[Records for this exercise]
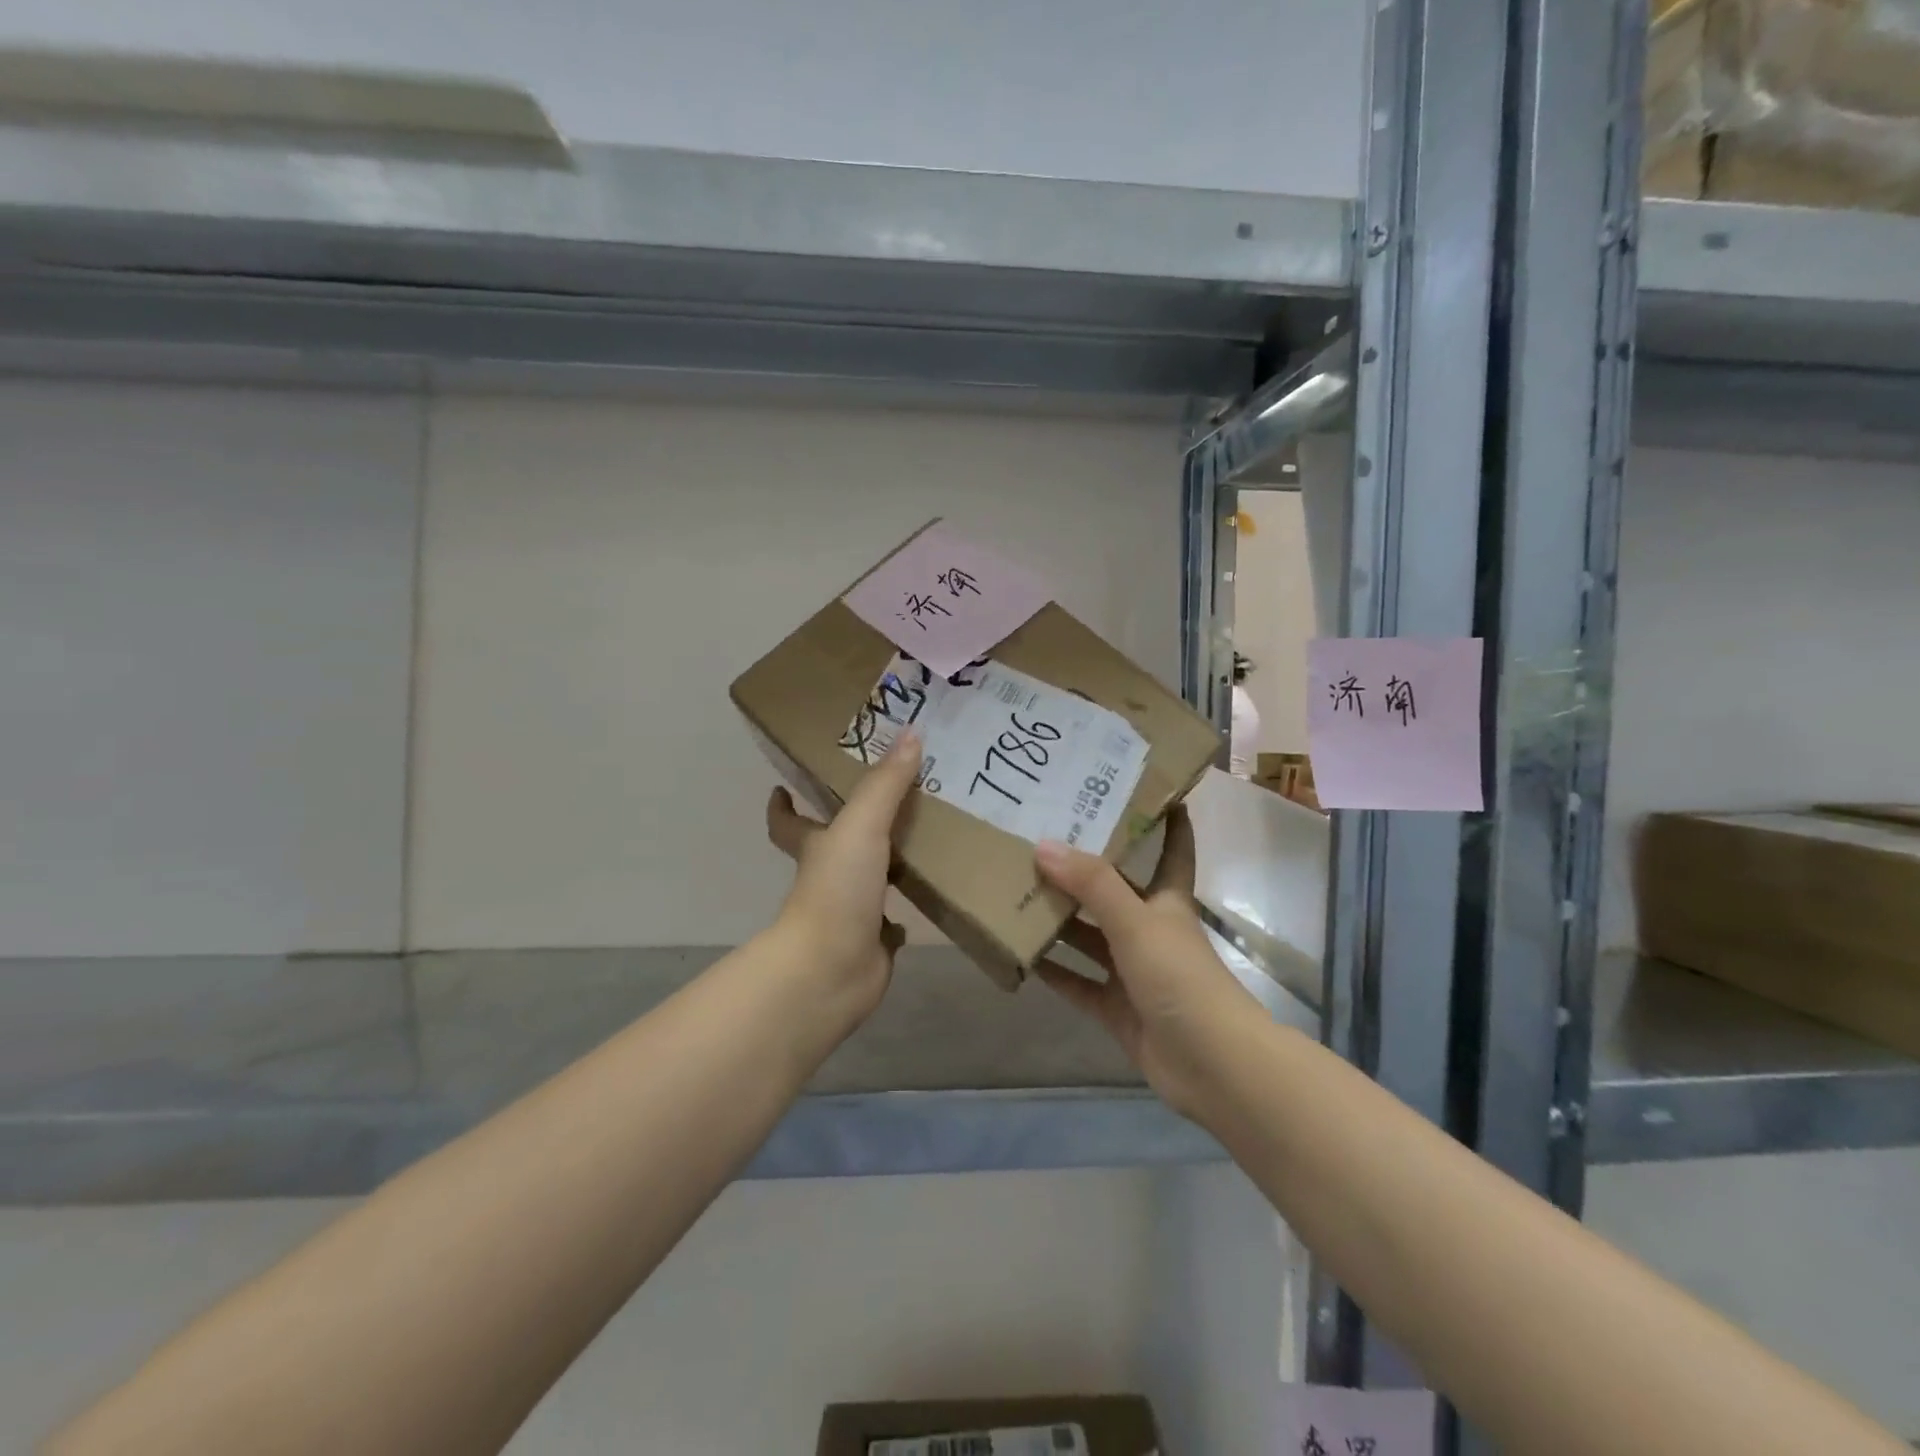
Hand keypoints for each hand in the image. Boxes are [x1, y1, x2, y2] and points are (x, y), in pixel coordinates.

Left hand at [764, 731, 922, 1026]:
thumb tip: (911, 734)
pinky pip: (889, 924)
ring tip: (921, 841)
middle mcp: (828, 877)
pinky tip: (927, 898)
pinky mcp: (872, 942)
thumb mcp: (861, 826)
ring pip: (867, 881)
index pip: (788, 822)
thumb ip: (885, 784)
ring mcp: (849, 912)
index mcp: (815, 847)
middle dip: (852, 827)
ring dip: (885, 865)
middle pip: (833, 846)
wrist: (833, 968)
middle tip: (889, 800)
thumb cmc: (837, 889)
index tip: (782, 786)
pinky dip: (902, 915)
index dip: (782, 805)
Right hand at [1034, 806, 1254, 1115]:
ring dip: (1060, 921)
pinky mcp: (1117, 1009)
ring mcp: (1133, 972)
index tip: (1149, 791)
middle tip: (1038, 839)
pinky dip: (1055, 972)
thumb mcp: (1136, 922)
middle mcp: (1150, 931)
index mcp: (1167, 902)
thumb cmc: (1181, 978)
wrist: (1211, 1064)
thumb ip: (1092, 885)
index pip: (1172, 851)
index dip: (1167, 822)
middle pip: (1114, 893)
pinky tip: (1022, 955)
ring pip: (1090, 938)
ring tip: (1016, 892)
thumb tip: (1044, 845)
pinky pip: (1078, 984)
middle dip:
[/Records for this exercise]
* **Task directions**: The lines holding the word "ring" are the answer. Pull them out of the records and copy them.

* **Exercise answer**:
ring tip: (921, 841)
ring pip: (867, 881)
ring mcp: (849, 912)
ring dip: (885, 865)
ring dip: (1060, 921)
ring mcp: (1133, 972)
ring pip: (1090, 938)
ring tip: (1016, 892)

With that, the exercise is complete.